Nel nostro ordinamento, è possibile sostituire una pena detentiva breve con il pagamento di una somma di denaro, tramutandola così in pena pecuniaria. Una legge del 1981 fissava la cifra minima a 250 euro, per ogni giorno di carcere non scontato.

La Corte costituzionale ha stabilito però che la cifra fissata per legge sia troppo onerosa e produca l’effetto che la commutazione della pena da detentiva a pecuniaria sia «un privilegio per i condannati abbienti».

Per questo la sentenza numero 28 depositata oggi primo febbraio (redattore Francesco Viganò) ha dichiarato la parziale incostituzionalità dell’articolo 53, comma due, della legge numero 689 del 1981, per «violazione dei principi di eguaglianza e finalità rieducativa della pena».

Inoltre, ha fissato un nuovo minimo per giorno di carcere commutato a 75 euro, che corrisponde alla cifra prevista nel caso di decreto penale di condanna. Il decreto penale di condanna, infatti, fa parte dei riti speciali per i quali, in caso di reati a bassa offensività sociale, il condannato non subisca nemmeno il processo e accetti la condanna al pagamento di una somma, chiudendo così il contenzioso.

La Corte ha rilevato che «se l’impatto di pene detentive della stessa durata è, in linea di principio, uguale per tutti i condannati, non altrettanto può dirsi per le pene pecuniarie» che dipendono dalla disponibilità di reddito e patrimonio del singolo condannato. Ha dunque stabilito che il minimo di 250 euro sia sostituito da un minimo di 75 euro, già previsti dalla normativa in materia di decreto penale di condanna.

Rimane inalterato invece l’attuale limite massimo giornaliero di 2.500 euro. La Corte ha sottolineato che il legislatore può, nella sua discrezionalità, individuare soluzioni diverse e, potenzialmente, ancor più aderenti ai principi costituzionali definiti nella sentenza.
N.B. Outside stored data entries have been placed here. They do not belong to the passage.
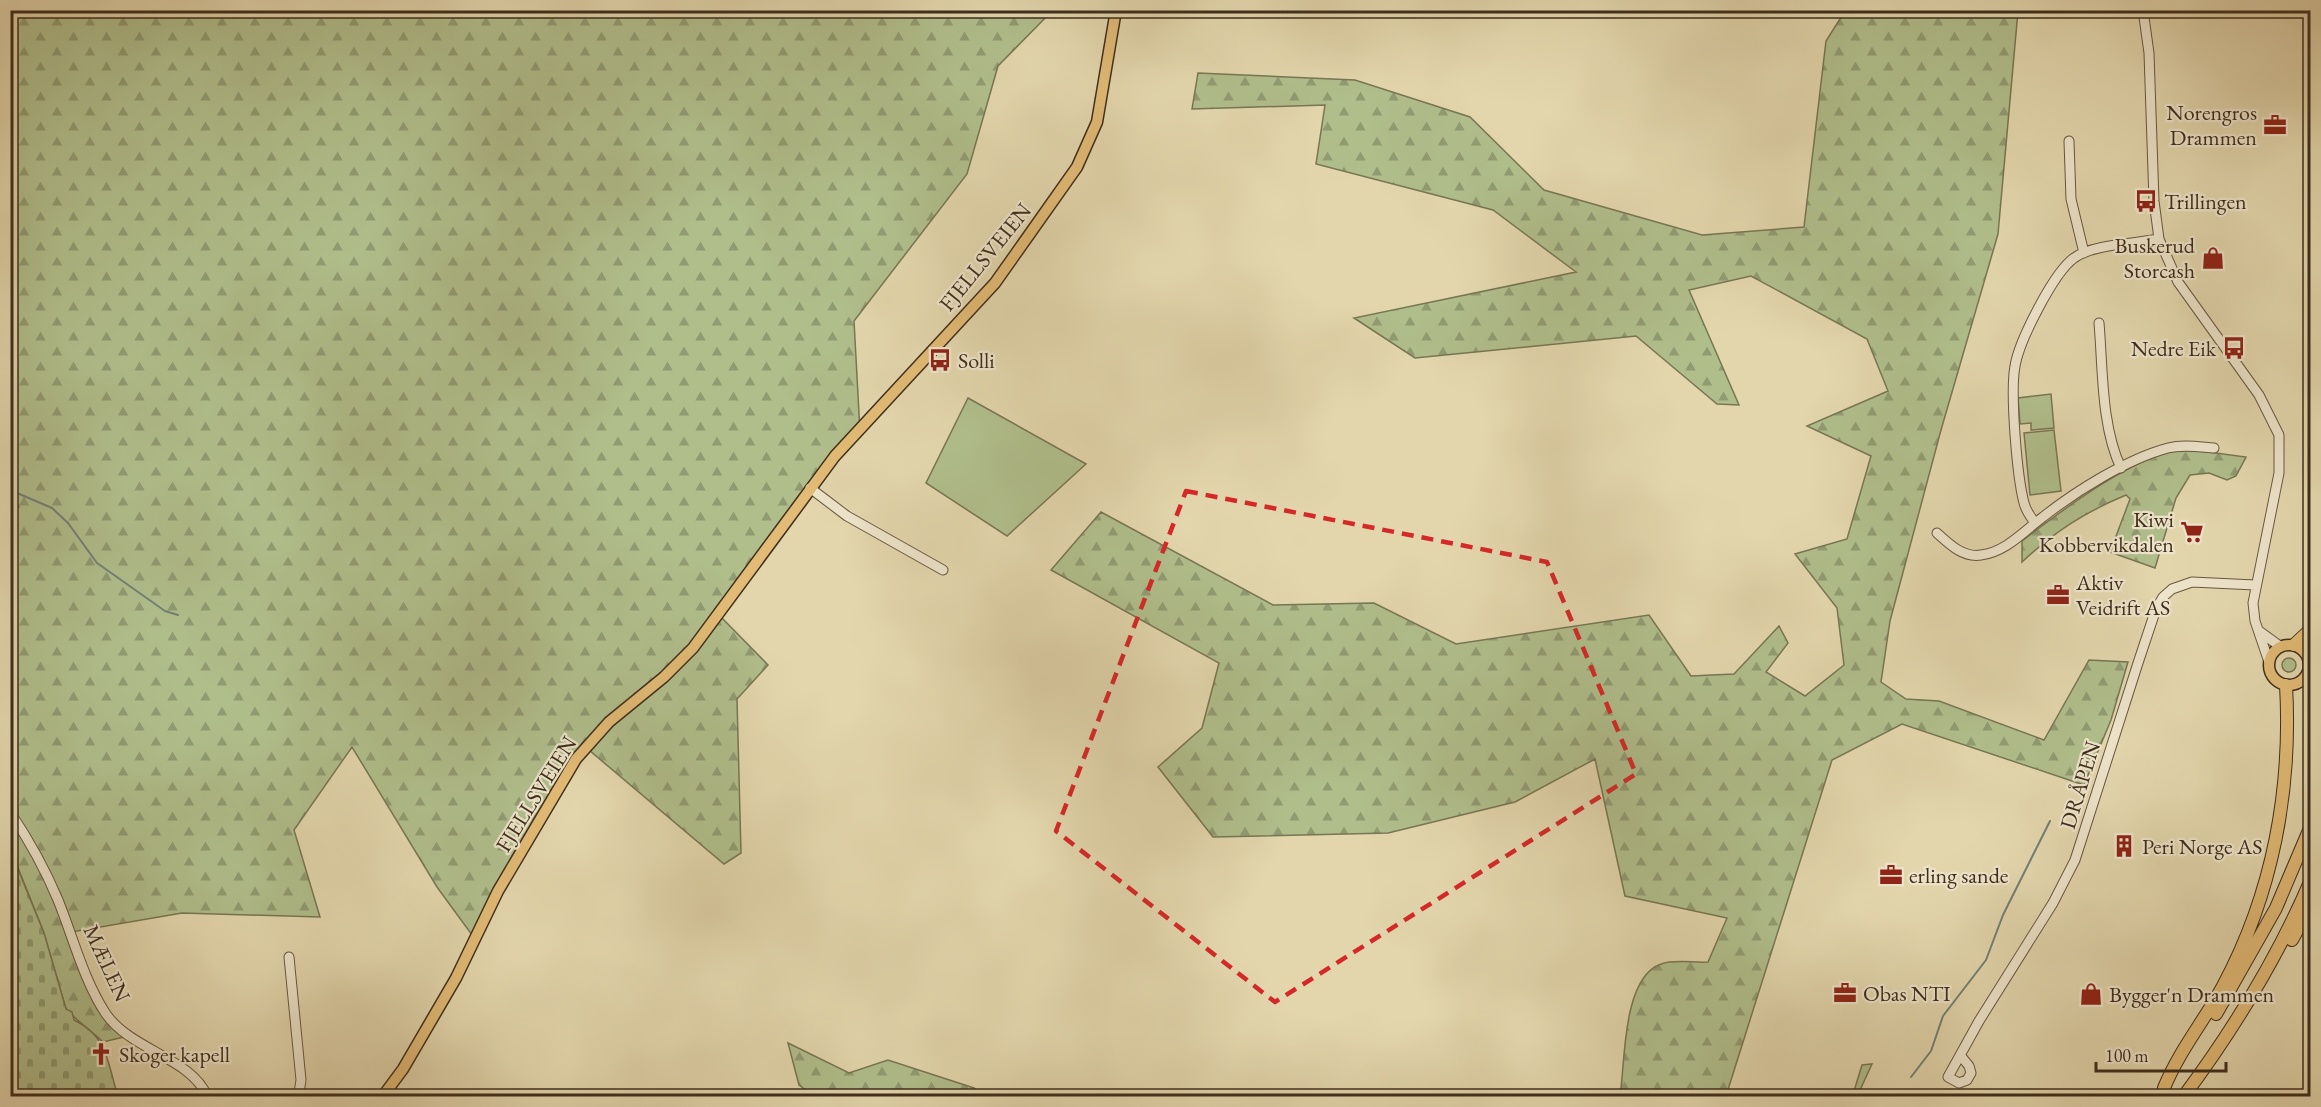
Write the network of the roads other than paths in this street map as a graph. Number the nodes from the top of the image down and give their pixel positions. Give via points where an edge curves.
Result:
1 (1116, 10) edge
2 (2143, 10) edge
3 (2069, 141) dead end
4 (2158, 239) junction
5 (2084, 253) junction
6 (2099, 323) dead end
7 (2214, 448) dead end
8 (2121, 468) junction
9 (810, 488) junction
10 (2035, 523) junction
11 (1937, 533) dead end
12 (943, 570) dead end
13 (2255, 585) junction
14 (2310, 630) edge
15 (2259, 631) junction
16 (2294, 645) junction
17 (2281, 647) junction
18 (2269, 662) junction
19 (2310, 662) edge
20 (2307, 679) edge
21 (2286, 685) junction
22 (10, 812) edge
23 (2310, 828) edge
24 (2310, 882) edge
25 (2310, 907) edge
26 (289, 957) dead end
27 (2248, 1002) junction
28 (1960, 1055) dead end
29 (2161, 1092) edge
30 (207, 1096) edge
31 (290, 1096) edge
32 (383, 1096) edge
33 (2184, 1096) edge

1 - 9 main road, FJELLSVEIEN via 1097,122 1077,167 995,283
2 - 4 street via 2150,62
3 - 5 street via 2071,199
4 - 5 street
4 - 13 street via 2178,282 2259,395 2279,435 2279,473
5 - 10 street via 2068,263 2047,295 2015,366 2013,395 2022,490 2026,510
6 - 8 street via 2109,422
7 - 8 street via 2169,447
8 - 10 street
9 - 12 street via 847,516
9 - 32 main road, FJELLSVEIEN via 693,648 609,722 576,759 498,891 456,978
10 - 11 street via 2003,548 1980,555 1962,552
13 - 15 street via 2253,603
13 - 28 street, DRÅPEN via 2192,582 2163,597 2138,663 2076,860
14 - 16 highway
15 - 17 street
15 - 18 street
16 - 17 main road
16 - 19 main road
17 - 18 main road
18 - 21 main road via 2272,677
19 - 20 main road
20 - 21 main road
21 - 29 highway via 2287,761 2268,873 2232,968 2209,1012 2175,1060
22 - 30 street, MÆLEN via 46,874 106,1014 132,1039 192,1075
23 - 29 highway via 2252,955
24 - 27 highway via 2283,941
25 - 27 highway via 2267,983
26 - 31 street via 301,1080 299,1093
27 - 33 highway

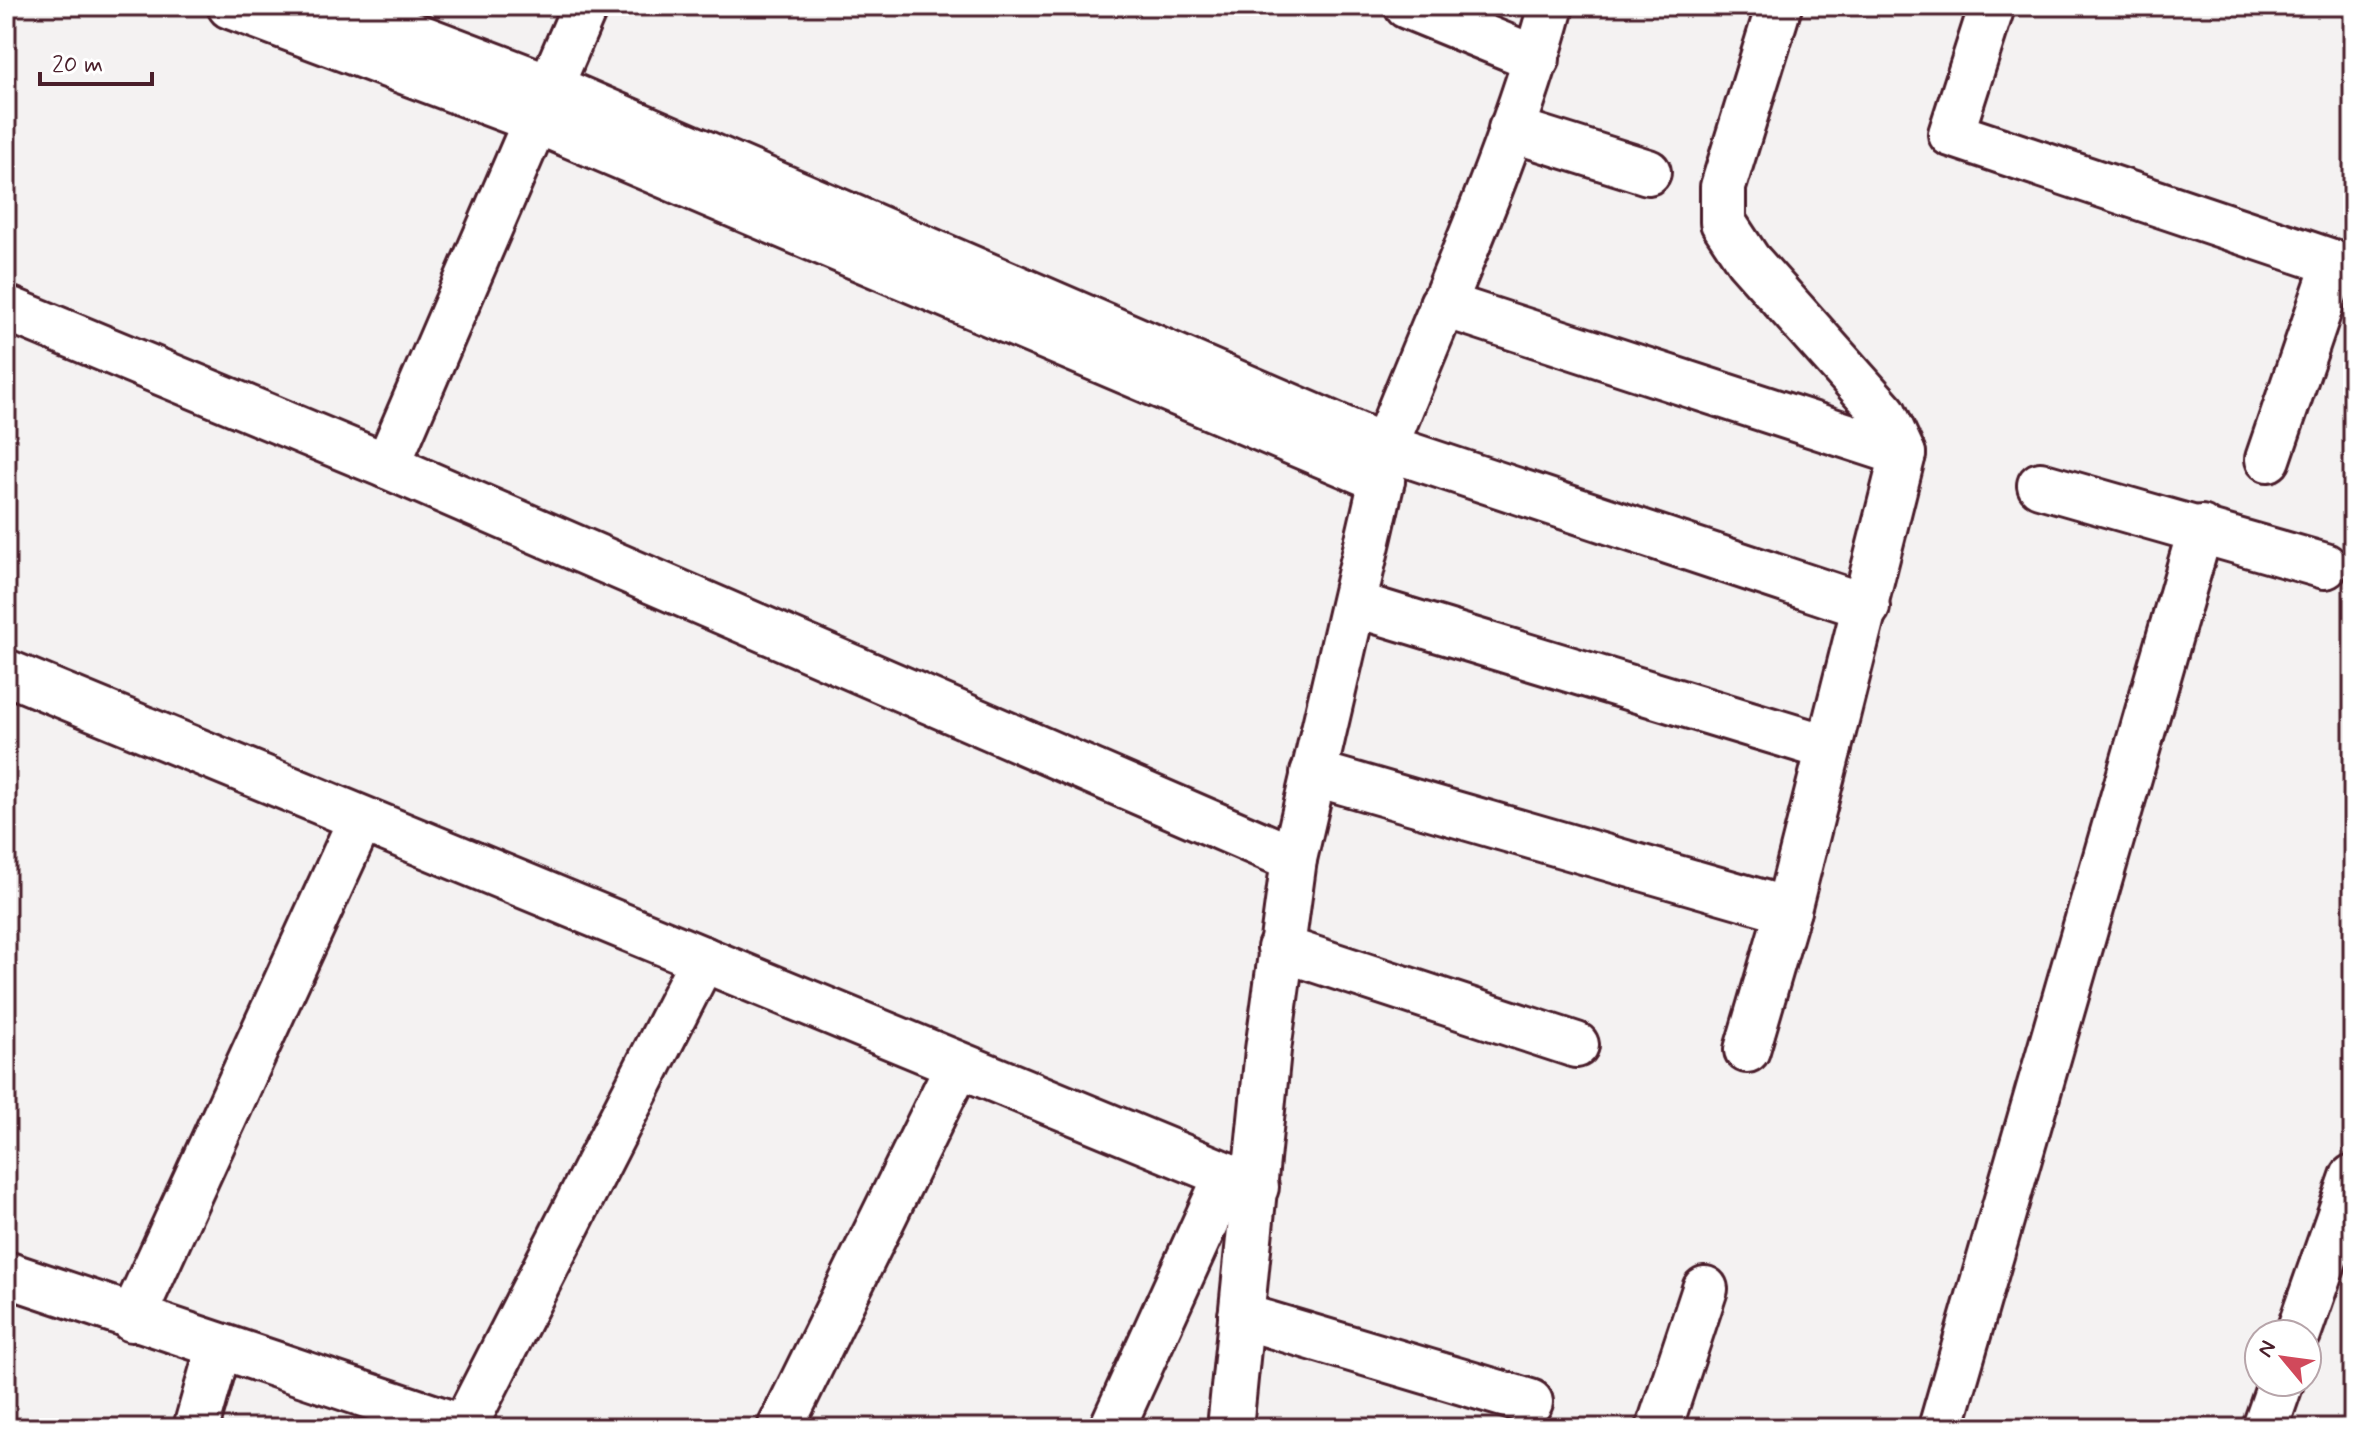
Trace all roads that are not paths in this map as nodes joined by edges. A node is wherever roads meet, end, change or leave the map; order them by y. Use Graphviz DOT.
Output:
graph roads {
  1 [pos="230,6"];
  2 [pos="338,6"];
  3 [pos="585,6"];
  4 [pos="1407,6"];
  5 [pos="1551,6"];
  6 [pos="1779,6"];
  7 [pos="1992,6"];
  8 [pos="1537,59"];
  9 [pos="544,104"];
  10 [pos="1511,129"];
  11 [pos="1648,172"];
  12 [pos="2344,266"];
  13 [pos="1442,304"];
  14 [pos="6,308"];
  15 [pos="1903,454"];
  16 [pos="2268,459"];
  17 [pos="1384,464"];
  18 [pos="387,466"];
  19 [pos="2040,485"];
  20 [pos="2201,528"];
  21 [pos="2325,566"];
  22 [pos="1354,604"];
  23 [pos="1867,607"];
  24 [pos="6,672"];
  25 [pos="1829,748"];
  26 [pos="1313,773"];
  27 [pos="361,819"];
  28 [pos="1294,859"];
  29 [pos="1788,910"];
  30 [pos="1280,948"];
  31 [pos="703,959"];
  32 [pos="1576,1045"];
  33 [pos="1747,1050"];
  34 [pos="958,1065"];
  35 [pos="1242,1181"];
  36 [pos="2352,1185"];
  37 [pos="6,1274"];
  38 [pos="1705,1289"];
  39 [pos="1241,1316"];
  40 [pos="2304,1318"];
  41 [pos="132,1319"];
  42 [pos="219,1347"];
  43 [pos="2275,1398"];
  44 [pos="1530,1402"];
  45 [pos="374,1413"];
  46 [pos="196,1428"];
  47 [pos="465,1428"];
  48 [pos="780,1428"];
  49 [pos="1112,1428"];
  50 [pos="1230,1428"];
  51 [pos="1659,1428"];
  52 [pos="1941,1428"];
  53 [pos="2265,1428"];
  1 -- 9 [label="street"];
  2 -- 9 [label="street"];
  3 -- 9 [label="street"];
  4 -- 8 [label="street"];
  5 -- 8 [label="street"];
  6 -- 15 [label="street"];
  7 -- 12 [label="street"];
  8 -- 10 [label="street"];
  9 -- 17 [label="street"];
  9 -- 18 [label="street"];
  10 -- 11 [label="street"];
  10 -- 13 [label="street"];
  12 -- 16 [label="street"];
  13 -- 15 [label="street"];
  13 -- 17 [label="street"];
  14 -- 18 [label="street"];
  15 -- 23 [label="street"];
  17 -- 22 [label="street"];
  17 -- 23 [label="street"];
  18 -- 28 [label="street"];
  19 -- 20 [label="street"];
  20 -- 21 [label="street"];
  20 -- 52 [label="street"];
  22 -- 25 [label="street"];
  22 -- 26 [label="street"];
  23 -- 25 [label="street"];
  24 -- 27 [label="street"];
  25 -- 29 [label="street"];
  26 -- 28 [label="street"];
  26 -- 29 [label="street"];
  27 -- 31 [label="street"];
  27 -- 41 [label="street"];
  28 -- 30 [label="street"];
  29 -- 33 [label="street"];
  30 -- 32 [label="street"];
  30 -- 35 [label="street"];
  31 -- 34 [label="street"];
  31 -- 47 [label="street"];
  34 -- 35 [label="street"];
  34 -- 48 [label="street"];
  35 -- 39 [label="street"];
  35 -- 49 [label="street"];
  36 -- 40 [label="street"];
  37 -- 41 [label="street"];
  38 -- 51 [label="street"];
  39 -- 44 [label="street"];
  39 -- 50 [label="street"];
  41 -- 42 [label="street"];
  42 -- 45 [label="street"];
  42 -- 46 [label="street"];
  43 -- 53 [label="street"];
  45 -- 47 [label="street"];
}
Nella prospettiva di un’eguaglianza “sostanziale” e non solo “formale”, la sentenza sottolinea la necessità che il giudice possa sempre adeguare la pena pecuniaria alle reali condizioni economiche del reo, per evitare che risulti sproporzionatamente gravosa. «Una quota giornaliera minima di 250 euro è ben superiore alla somma che la gran parte delle persone che vivono oggi nel nostro paese sono ragionevolmente in grado di pagare».

La questione era stata sollevata dal tribunale di Taranto, che si era trovato davanti al caso di una persona condannata per violenza privata, aveva parcheggiato dell’auto davanti a un passo carrabile, e aveva patteggiato la sostituzione della pena di tre mesi di reclusione. In base alla norma vigente avrebbe dovuto pagare ben 22.500 euro, molto più dei suoi redditi annui.